Scattered and disguised throughout the exhibition are Stuart Porter’s lead sculptures; ghostly souvenirs of a time passed. A clock without hands or cuckoo hangs on the wall, whilst a record sits on the player without a needle. A pencil sits within the wall, illuminated but out of reach like a fading memory. The sculptures appear to be soft yet like the nature of the material they are made from, they are heavy with the memories they hold.
These small domestic items are dominated by Ben Chetter’s looming clothes closet, from which emanates the sound of a distant disco and sure enough, hidden behind is the revealing of what is in the closet. Chetter’s face is twice disguised, once with the mask of a stag and the other by contrast a dancing glitter painted face; demonstrating his struggle with peoples perceptions of masculinity and sexuality. The work continues to bombard us with camp, homosexual imagery versus masculine connotations made ugly. A clear message.
A whole 20ft of meditative drawing winds its way up and down one of the AirSpace walls. Unlike a maze there is no path just line after line of narrative that leads the viewer by staccato lengths into the compulsive mind of the artist. Or maybe just back to where you started. Andy Reynolds’ drawing comments on the instinctive, like an unconscious doodle spilling and out of control.
At the back of the gallery is a darkened room, lit by a star speckled chicken coop. It seems that there is something about to burst from within the coop, a moment of enlightenment waiting to be released but imprisoned by lengths of pine wood and walls of agricultural plastic. These mundane objects hold onto this moment, perhaps to be released at another time.

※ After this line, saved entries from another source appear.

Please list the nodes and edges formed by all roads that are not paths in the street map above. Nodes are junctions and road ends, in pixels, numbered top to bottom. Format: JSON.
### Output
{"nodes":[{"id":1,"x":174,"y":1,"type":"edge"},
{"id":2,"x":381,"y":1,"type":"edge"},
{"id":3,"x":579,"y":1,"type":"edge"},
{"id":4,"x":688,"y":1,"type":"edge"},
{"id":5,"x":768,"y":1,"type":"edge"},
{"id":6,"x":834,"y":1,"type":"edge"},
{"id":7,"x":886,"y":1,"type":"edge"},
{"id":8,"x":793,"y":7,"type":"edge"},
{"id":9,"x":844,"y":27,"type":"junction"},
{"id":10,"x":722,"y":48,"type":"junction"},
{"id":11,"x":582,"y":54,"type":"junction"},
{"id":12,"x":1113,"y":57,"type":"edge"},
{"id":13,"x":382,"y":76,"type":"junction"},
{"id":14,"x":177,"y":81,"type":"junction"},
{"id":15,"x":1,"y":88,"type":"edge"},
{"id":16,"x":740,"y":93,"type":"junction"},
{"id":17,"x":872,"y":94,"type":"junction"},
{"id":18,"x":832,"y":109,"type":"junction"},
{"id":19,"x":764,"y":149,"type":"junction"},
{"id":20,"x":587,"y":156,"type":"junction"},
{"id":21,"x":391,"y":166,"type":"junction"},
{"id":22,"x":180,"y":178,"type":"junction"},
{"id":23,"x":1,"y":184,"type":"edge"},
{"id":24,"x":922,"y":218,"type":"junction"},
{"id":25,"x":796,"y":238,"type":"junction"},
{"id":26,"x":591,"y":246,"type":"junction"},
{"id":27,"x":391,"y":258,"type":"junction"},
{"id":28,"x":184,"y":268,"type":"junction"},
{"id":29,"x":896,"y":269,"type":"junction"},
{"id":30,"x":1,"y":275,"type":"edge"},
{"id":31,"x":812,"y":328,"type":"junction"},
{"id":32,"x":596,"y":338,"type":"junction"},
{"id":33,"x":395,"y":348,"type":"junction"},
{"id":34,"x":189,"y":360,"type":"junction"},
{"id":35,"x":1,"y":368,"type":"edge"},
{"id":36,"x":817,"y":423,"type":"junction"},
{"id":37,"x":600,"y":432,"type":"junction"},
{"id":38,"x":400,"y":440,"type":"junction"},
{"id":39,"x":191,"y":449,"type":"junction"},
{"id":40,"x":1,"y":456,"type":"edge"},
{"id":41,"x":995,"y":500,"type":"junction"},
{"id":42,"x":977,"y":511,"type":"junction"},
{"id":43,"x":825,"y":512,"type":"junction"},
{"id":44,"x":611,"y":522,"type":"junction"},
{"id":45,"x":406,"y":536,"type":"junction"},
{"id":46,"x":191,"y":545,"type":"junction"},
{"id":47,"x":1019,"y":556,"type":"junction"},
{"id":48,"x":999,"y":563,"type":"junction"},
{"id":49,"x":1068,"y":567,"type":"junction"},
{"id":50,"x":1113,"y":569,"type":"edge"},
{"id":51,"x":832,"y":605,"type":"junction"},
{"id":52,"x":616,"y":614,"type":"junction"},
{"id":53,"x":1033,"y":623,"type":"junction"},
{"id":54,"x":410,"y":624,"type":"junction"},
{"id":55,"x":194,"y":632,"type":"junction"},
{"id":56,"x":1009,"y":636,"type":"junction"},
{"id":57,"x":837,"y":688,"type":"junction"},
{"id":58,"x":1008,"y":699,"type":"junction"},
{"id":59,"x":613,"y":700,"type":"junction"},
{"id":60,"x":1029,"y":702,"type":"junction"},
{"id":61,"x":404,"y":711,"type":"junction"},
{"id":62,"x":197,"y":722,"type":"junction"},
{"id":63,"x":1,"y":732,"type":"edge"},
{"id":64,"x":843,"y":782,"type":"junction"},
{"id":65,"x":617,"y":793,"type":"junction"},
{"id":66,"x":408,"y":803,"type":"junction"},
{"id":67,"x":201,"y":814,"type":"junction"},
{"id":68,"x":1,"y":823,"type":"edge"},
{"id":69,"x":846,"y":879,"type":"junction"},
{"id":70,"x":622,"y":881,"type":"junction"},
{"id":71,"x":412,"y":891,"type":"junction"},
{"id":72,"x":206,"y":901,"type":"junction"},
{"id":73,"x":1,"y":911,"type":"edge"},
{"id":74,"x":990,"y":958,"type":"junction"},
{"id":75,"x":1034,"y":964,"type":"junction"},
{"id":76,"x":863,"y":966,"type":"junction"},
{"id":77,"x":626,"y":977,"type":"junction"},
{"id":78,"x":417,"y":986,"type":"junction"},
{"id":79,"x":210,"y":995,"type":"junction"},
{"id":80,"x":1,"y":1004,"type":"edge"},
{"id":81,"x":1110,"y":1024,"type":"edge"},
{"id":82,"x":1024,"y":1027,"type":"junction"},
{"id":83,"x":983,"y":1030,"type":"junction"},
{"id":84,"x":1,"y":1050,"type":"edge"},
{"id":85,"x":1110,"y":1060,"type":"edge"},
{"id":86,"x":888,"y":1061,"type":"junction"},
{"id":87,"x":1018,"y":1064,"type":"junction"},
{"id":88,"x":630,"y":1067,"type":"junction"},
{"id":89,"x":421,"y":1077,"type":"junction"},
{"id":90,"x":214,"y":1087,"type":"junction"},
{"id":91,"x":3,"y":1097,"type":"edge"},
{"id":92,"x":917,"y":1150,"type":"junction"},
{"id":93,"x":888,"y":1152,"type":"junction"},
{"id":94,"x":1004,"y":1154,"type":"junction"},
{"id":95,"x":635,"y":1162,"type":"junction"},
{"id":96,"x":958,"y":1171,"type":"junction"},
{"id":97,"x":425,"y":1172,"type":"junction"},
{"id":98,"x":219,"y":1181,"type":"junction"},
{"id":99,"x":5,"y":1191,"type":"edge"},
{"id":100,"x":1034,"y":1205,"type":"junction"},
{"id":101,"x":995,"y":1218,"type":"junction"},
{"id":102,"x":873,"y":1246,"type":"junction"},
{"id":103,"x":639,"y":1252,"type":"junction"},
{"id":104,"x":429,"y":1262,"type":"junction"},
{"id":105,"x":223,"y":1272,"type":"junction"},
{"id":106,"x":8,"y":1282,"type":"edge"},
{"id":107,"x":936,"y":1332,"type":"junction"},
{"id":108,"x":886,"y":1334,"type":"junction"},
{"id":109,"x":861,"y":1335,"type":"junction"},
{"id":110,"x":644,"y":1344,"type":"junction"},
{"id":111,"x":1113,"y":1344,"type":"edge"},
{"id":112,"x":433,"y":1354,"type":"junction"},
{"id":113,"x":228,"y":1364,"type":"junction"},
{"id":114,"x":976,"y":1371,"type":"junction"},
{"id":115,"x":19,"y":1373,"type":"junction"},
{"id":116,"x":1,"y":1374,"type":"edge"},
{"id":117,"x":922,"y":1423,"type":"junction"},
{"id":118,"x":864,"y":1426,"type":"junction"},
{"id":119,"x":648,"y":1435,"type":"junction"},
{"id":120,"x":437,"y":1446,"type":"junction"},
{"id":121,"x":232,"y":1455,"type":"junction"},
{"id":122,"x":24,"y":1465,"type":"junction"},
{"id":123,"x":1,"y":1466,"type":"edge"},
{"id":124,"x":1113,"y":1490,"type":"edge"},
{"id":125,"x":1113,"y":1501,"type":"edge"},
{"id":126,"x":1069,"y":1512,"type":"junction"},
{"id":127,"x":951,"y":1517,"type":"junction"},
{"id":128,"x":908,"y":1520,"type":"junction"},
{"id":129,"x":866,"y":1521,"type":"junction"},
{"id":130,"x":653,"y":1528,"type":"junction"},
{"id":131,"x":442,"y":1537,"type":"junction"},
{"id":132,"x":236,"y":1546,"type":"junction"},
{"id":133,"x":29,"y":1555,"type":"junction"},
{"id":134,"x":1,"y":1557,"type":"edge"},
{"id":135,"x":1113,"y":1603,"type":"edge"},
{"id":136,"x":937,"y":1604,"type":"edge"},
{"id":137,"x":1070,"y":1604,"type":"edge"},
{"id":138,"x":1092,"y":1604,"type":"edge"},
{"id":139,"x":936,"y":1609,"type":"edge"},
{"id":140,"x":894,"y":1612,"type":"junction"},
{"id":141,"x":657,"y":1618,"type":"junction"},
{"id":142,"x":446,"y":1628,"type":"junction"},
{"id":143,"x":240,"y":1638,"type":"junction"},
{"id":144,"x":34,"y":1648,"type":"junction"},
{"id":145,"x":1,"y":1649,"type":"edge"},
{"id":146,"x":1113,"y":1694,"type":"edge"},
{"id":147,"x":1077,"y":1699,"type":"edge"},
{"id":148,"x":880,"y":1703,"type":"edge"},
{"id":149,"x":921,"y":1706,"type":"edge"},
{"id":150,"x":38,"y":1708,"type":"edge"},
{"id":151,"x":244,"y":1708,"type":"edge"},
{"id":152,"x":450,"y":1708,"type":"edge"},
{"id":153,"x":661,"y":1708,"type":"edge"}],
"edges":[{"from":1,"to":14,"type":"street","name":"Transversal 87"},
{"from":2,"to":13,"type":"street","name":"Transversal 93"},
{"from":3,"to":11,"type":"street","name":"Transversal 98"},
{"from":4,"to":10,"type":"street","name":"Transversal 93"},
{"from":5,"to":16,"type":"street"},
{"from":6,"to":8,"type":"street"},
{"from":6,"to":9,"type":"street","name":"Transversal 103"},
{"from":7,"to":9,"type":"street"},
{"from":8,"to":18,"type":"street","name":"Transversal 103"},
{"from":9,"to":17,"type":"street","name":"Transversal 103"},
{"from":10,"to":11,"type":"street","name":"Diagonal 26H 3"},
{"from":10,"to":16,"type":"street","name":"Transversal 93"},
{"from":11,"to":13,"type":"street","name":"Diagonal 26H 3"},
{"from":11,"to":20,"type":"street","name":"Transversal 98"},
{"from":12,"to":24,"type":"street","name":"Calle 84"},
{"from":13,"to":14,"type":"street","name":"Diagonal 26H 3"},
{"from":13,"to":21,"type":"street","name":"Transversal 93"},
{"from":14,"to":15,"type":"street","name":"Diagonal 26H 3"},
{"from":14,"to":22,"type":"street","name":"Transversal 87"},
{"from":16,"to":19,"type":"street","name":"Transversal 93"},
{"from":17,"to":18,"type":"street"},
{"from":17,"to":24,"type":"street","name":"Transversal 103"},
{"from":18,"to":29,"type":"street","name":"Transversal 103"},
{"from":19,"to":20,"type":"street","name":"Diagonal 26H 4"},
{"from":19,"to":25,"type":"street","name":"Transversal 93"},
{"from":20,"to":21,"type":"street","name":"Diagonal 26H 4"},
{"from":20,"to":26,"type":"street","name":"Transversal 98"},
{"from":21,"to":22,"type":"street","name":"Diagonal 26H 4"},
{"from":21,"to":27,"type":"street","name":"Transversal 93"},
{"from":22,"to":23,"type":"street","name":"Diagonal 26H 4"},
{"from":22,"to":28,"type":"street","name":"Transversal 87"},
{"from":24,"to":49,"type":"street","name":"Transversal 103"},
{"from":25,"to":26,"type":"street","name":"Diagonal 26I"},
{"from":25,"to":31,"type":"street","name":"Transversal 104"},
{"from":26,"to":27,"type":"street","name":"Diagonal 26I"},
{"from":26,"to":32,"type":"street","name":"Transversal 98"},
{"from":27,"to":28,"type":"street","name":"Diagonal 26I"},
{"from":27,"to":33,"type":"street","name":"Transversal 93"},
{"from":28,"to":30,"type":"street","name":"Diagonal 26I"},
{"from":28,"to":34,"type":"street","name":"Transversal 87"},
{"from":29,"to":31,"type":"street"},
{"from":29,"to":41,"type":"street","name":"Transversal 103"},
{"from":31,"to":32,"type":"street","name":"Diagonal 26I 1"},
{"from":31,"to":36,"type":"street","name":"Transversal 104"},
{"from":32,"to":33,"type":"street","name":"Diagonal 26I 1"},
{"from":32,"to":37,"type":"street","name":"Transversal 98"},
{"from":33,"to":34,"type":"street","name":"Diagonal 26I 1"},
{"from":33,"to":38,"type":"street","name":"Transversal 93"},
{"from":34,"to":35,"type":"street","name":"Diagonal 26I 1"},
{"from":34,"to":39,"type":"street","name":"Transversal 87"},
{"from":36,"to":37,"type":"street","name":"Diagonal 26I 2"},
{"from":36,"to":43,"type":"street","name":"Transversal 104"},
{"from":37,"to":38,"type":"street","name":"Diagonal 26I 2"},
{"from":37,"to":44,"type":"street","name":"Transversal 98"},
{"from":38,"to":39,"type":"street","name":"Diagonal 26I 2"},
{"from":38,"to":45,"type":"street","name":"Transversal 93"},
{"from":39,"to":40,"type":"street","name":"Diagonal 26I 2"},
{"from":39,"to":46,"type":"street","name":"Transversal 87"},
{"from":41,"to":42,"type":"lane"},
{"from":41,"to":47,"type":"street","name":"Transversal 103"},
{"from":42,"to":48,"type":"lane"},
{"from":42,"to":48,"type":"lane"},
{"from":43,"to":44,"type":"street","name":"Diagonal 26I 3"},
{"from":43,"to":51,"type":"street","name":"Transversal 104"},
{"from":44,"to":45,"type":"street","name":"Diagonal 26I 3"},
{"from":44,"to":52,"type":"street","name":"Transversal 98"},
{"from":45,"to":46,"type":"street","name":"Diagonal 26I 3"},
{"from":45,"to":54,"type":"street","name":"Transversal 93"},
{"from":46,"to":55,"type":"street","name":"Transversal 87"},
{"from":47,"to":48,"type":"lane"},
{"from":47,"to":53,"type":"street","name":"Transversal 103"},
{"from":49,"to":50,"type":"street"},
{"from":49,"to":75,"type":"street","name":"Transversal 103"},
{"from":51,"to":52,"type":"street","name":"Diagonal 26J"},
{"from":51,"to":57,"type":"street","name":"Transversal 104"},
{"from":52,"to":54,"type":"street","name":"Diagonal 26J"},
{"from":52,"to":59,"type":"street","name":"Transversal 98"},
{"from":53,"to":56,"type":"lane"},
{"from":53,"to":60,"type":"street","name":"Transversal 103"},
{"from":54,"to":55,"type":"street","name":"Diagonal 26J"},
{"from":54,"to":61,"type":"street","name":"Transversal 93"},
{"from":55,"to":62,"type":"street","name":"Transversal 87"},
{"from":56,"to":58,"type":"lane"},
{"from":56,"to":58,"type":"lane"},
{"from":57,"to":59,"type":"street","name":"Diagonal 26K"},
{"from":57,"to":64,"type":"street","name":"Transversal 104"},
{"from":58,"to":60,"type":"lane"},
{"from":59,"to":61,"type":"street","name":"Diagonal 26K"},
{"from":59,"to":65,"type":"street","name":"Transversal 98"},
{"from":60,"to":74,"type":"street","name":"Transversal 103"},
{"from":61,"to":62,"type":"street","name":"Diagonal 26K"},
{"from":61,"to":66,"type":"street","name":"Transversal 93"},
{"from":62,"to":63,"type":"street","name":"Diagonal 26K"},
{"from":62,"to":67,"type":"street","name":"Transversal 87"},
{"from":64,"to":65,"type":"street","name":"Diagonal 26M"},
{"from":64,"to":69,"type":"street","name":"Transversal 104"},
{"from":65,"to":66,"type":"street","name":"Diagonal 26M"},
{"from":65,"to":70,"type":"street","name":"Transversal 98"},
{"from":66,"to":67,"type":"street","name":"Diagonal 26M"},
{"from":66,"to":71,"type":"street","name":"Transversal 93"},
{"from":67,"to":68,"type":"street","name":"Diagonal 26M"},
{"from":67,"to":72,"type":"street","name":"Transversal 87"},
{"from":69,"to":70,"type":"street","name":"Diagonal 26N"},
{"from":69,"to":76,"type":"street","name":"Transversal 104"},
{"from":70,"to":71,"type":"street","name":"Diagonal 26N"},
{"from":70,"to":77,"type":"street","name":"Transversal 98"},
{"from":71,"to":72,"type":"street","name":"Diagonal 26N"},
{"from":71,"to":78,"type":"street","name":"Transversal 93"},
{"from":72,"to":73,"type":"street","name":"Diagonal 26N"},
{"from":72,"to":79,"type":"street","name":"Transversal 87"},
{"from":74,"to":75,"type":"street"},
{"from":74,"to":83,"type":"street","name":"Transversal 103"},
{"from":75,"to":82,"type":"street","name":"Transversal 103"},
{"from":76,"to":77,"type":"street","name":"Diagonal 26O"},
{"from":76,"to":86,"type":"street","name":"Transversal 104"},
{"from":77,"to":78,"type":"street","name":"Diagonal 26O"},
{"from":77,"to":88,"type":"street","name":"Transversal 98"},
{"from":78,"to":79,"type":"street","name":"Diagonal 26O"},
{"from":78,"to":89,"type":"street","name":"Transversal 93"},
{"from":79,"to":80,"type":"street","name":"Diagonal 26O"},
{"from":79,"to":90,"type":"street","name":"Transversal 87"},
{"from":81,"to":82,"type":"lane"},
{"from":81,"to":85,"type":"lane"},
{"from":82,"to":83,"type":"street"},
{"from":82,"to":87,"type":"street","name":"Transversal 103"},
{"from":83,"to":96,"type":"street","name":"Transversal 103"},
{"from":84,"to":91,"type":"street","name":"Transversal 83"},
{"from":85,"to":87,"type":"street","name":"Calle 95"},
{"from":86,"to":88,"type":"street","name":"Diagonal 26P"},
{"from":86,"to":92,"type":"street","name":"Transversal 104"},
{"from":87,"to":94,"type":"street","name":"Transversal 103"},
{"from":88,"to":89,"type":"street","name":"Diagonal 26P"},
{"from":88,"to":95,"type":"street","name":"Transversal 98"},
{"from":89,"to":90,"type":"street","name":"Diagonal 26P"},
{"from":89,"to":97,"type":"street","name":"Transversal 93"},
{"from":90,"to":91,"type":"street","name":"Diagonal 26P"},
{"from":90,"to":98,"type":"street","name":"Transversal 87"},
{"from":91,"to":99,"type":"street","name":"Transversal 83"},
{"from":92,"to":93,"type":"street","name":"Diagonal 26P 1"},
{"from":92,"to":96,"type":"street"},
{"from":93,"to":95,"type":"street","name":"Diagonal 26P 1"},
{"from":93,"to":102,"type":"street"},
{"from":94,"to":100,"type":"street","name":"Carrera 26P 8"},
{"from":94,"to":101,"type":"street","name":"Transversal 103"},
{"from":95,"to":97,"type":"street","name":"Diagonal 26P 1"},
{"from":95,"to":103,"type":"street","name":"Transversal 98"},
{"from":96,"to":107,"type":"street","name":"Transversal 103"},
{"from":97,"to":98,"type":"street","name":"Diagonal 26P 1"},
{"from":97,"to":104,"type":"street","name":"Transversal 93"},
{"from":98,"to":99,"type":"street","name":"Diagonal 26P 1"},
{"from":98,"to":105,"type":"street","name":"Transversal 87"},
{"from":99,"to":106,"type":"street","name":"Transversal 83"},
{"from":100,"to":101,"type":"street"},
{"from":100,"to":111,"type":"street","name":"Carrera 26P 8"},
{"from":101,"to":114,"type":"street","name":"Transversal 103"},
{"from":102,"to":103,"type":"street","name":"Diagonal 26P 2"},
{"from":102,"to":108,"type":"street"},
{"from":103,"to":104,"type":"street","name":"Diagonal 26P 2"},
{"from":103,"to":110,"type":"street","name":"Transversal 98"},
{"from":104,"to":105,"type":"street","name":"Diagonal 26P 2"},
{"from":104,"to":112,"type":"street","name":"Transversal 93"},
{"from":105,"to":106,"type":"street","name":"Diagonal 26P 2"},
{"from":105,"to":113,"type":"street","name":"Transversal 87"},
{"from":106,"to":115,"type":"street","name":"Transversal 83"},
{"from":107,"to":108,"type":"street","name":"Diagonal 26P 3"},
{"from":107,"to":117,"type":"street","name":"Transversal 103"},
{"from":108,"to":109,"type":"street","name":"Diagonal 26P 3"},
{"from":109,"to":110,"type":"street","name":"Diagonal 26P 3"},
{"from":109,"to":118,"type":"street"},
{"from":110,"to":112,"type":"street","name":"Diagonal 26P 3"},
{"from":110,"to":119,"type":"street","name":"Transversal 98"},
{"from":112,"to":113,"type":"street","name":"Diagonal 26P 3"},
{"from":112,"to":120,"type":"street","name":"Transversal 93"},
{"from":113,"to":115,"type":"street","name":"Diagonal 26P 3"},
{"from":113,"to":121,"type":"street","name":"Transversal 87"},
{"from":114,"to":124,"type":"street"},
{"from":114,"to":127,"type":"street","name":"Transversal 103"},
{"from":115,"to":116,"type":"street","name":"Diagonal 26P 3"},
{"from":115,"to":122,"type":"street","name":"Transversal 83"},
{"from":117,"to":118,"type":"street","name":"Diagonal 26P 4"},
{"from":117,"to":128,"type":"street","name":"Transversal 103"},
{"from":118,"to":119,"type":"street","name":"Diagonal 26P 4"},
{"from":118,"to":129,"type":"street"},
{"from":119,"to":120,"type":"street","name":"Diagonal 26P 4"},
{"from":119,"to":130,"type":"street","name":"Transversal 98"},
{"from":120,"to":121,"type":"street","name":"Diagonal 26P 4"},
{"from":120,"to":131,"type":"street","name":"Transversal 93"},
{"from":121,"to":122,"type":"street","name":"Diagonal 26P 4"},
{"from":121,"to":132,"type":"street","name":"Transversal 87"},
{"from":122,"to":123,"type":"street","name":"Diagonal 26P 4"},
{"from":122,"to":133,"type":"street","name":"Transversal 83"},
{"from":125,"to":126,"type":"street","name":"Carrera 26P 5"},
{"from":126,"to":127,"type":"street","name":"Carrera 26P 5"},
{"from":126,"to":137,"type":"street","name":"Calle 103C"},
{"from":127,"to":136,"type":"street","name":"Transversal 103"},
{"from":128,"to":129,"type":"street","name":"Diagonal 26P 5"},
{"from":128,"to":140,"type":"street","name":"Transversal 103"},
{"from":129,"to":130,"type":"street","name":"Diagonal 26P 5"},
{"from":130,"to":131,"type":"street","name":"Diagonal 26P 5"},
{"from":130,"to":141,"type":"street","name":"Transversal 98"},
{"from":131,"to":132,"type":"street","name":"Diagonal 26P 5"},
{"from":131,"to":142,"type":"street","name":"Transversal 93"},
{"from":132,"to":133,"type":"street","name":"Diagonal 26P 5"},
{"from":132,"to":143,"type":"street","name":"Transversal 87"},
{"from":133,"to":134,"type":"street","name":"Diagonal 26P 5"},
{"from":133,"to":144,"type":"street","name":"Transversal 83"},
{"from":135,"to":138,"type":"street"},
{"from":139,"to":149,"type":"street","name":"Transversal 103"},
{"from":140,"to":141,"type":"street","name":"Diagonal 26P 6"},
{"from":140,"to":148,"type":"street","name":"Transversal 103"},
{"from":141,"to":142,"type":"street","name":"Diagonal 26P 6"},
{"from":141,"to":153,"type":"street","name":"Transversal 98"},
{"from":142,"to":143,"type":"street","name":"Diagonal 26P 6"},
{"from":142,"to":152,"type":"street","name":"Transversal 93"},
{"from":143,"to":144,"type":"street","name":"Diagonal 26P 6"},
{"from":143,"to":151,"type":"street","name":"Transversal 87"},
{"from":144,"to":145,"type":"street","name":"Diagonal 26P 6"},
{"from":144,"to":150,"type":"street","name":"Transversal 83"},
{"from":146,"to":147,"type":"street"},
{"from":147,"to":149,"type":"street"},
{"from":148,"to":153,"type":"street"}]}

ReCollection’s private view was a great night with the gallery reaching full capacity requiring a one out one in policy on the door. Alongside the opening of the new show AirSpace joined Future Shorts in Creationism, a night of music, video, photography and performance art at the Underground in Hanley. Miers brought her work into the club with a performance piece, seeing her slowly pull undone a knitted blanket was almost as frustrating as the polar bear’s fate was tragic with the delicate wool that had been time consumingly put together spiralling onto the floor. Performances by local bands Coda, Cats in the Alley and Rachel Rimmer were powerful and fun with the smooth flow interspersed by the video work, allowing each art form the full attention it deserved.